Overview of the benchmarked GPUs
Although we only tested a small selection of all the available GPUs, we think we covered all GPUs that are currently best suited for deep learning training and development due to their compute and memory capabilities and their compatibility to current deep learning frameworks.
NVIDIA's classic GPU for Deep Learning was released just 2017, with 11 GB DDR5 memory and 3584 CUDA cores it was designed for compute workloads. It is out of production for a while now and was just added as a reference point.
The RTX 2080 TI was released Q4 2018. It comes with 5342 CUDA cores which are organized as 544 NVIDIA Turing mixed-precision Tensor Cores delivering 107 Tensor TFLOPS of AI performance and 11 GB of ultra-fast GDDR6 memory. This GPU was stopped being produced in September 2020 and is now only very hardly available.
The Titan RTX is powered by the largest version of the Turing™ architecture. The Titan RTX delivers 130 Tensor TFLOPs of performance through its 576 tensor cores, and 24 GB of ultra-fast GDDR6 memory.
Quadro RTX 6000
The Quadro RTX 6000 is the server edition of the popular Titan RTX with improved multi GPU blower ventilation, additional virtualization capabilities and ECC memory. It is powered by the same Turing™ core as the Titan RTX with 576 tensor cores, delivering 130 Tensor TFLOPs of performance and 24 GB of ultra-fast GDDR6 ECC memory.
Quadro RTX 8000
The Quadro RTX 8000 is the big brother of the RTX 6000. With the same GPU processor but with double the GPU memory: 48 GB GDDR6 ECC. In fact it is currently the GPU with the largest available GPU memory, best suited for the most memory demanding tasks.
One of the first GPU models powered by the NVIDIA Ampere™ architecture, featuring enhanced RT and Tensor Cores and new streaming multiprocessors. The RTX 3080 is equipped with 10 GB of ultra-fast GDDR6X memory and 8704 CUDA cores.
The GeForce RTX™ 3090 is the TITAN class of the NVIDIA's Ampere™ GPU generation. It’s powered by 10496 CUDA cores, 328 third-generation Tensor Cores, and new streaming multiprocessors. Like the Titan RTX it features 24 GB of GDDR6X memory.
NVIDIA RTX A6000
The NVIDIA RTX A6000 is the Ampere based refresh of the Quadro RTX 6000. It features the same GPU processor (GA-102) as the RTX 3090 but with all processor cores enabled. Which leads to 10752 CUDA cores and 336 third-generation Tensor Cores. On top it has the double amount of GPU memory compared to a RTX 3090: 48 GB GDDR6 ECC.
With 640 Tensor Cores, the Tesla V100 was the world’s first GPU to break the 100 teraFLOPS (TFLOPS) barrier of deep learning performance including 16 GB of highest bandwidth HBM2 memory. Its based on the Volta GPU processor which is/was only available to NVIDIA's professional GPU series.

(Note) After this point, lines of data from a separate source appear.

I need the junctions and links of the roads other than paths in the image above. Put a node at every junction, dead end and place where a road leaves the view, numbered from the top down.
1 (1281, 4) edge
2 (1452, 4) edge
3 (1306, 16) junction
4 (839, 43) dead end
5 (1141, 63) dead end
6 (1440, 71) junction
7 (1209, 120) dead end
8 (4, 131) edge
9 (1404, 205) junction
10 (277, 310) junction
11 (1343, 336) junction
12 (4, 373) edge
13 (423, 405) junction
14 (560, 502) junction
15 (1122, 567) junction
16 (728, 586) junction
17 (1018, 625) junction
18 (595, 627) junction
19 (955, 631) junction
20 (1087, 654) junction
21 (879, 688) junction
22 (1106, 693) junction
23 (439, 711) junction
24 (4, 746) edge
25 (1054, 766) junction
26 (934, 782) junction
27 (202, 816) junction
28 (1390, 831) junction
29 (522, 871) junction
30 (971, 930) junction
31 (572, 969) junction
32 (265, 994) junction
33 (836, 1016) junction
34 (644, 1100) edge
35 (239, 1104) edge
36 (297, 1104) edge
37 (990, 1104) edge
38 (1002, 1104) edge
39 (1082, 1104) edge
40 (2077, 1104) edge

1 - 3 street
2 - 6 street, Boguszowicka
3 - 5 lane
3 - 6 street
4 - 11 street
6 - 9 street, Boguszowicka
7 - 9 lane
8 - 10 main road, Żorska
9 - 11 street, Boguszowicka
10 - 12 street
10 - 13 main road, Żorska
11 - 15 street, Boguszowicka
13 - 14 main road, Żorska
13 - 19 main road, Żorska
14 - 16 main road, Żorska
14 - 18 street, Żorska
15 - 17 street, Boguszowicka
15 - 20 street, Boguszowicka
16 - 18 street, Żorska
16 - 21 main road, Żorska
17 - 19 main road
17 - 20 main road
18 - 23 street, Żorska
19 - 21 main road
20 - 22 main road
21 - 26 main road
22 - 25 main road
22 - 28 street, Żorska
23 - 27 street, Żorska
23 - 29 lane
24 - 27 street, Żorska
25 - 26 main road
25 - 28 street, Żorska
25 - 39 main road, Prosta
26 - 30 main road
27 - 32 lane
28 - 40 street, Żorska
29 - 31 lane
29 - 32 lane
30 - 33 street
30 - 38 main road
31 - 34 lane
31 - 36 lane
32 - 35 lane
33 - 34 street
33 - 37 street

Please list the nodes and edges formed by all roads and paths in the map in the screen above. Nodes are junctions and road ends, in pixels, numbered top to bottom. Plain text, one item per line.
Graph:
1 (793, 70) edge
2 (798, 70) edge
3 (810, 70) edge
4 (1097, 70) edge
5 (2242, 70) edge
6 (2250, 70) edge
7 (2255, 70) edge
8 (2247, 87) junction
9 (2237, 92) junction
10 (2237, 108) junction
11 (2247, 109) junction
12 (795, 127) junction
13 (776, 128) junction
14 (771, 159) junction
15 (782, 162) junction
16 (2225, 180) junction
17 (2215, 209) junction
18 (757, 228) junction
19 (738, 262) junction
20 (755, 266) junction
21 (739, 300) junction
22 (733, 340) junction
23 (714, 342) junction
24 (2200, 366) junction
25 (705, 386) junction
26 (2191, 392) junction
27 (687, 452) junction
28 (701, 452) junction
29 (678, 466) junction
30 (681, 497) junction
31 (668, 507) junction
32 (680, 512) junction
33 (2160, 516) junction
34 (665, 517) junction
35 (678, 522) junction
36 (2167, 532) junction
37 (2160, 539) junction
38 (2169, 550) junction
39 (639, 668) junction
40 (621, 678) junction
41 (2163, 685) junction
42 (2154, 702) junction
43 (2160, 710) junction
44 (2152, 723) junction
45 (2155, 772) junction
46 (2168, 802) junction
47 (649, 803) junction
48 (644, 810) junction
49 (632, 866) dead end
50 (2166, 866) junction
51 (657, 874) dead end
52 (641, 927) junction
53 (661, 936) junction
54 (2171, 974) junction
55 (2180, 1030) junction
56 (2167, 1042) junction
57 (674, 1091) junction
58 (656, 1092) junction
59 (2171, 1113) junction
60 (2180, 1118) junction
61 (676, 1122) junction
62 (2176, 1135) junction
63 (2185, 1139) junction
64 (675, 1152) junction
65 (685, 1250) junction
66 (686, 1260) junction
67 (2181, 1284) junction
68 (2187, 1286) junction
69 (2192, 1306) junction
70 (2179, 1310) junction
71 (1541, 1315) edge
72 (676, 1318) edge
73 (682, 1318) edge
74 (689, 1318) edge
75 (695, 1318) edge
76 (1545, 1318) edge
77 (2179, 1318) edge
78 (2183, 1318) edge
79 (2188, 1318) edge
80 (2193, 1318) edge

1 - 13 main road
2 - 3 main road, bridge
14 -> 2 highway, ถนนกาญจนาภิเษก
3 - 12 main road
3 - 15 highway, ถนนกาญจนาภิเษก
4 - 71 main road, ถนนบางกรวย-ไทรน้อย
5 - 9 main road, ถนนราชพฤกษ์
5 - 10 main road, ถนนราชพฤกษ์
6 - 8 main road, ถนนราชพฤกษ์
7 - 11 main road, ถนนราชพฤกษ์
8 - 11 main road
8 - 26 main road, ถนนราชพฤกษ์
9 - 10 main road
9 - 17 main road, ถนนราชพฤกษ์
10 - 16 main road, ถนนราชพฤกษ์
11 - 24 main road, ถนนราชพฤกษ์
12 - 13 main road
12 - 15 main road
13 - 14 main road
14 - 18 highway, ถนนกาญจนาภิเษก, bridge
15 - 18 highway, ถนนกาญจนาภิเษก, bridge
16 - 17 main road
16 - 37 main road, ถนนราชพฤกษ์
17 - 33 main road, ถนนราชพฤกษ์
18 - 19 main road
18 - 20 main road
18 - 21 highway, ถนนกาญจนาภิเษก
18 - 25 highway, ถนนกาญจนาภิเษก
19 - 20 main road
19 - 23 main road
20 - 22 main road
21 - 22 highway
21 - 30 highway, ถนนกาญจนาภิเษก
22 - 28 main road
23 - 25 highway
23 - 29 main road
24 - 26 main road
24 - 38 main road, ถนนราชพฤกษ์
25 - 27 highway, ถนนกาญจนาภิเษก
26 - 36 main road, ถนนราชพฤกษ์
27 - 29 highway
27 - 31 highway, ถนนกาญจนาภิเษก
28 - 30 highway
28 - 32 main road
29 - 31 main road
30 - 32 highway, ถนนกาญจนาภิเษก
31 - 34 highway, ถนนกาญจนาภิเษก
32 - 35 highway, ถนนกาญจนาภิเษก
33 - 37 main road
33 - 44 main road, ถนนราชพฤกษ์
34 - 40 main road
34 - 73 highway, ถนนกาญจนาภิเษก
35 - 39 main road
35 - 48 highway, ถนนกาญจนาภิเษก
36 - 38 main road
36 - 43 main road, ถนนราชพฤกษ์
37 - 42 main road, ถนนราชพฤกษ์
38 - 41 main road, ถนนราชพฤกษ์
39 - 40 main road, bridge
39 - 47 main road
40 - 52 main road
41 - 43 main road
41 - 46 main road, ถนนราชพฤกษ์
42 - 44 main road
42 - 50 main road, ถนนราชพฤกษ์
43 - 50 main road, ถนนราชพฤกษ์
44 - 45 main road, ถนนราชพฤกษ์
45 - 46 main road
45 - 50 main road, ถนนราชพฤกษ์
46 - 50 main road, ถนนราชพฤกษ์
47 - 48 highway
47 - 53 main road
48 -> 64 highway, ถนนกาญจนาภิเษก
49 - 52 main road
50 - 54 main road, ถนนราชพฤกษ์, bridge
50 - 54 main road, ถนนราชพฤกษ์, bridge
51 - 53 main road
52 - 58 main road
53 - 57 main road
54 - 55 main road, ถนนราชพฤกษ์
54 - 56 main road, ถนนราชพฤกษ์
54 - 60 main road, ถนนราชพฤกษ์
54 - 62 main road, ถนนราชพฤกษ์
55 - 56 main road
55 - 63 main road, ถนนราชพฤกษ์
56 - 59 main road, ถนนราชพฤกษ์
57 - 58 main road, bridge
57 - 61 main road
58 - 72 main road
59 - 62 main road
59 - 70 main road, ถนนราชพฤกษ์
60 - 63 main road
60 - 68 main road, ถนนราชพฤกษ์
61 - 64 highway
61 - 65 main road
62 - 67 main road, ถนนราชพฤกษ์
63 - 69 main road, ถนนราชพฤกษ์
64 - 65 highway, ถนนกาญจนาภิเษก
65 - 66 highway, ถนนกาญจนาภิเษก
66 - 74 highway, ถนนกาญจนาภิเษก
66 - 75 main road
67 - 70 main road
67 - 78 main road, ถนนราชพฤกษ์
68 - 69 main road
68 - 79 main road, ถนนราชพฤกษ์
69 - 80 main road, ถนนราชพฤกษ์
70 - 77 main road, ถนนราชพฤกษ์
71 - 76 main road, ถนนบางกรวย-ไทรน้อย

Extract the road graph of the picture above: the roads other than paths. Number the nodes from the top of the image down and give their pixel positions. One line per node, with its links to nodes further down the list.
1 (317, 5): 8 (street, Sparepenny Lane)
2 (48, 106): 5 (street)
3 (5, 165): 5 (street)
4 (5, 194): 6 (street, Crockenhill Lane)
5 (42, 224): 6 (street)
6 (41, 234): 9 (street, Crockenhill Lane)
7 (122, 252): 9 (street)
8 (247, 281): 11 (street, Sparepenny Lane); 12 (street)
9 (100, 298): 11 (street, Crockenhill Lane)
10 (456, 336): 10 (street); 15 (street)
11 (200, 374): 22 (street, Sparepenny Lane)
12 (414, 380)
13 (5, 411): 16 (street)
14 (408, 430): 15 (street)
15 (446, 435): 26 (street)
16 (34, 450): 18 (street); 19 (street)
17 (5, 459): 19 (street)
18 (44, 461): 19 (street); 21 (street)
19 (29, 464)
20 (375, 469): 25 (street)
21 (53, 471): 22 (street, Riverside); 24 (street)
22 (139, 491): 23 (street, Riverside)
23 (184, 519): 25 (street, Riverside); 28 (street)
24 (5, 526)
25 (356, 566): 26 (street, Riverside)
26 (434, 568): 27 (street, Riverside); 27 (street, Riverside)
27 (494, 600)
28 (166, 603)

The Nvidia A100 is the flagship of Nvidia Ampere processor generation. With its 6912 CUDA cores, 432 Third-generation Tensor Cores and 40 GB of highest bandwidth HBM2 memory. A single A100 is breaking the Peta TOPS performance barrier.
Getting the best performance out of Tensorflow
Some regards were taken to get the most performance out of Tensorflow for benchmarking.
One of the most important setting to optimize the workload for each type of GPU is to use the optimal batch size. The batch size specifies how many propagations of the network are done in parallel, the results of each propagation are averaged among the batch and then the result is applied to adjust the weights of the network. The best batch size in regards of performance is directly related to the amount of GPU memory available.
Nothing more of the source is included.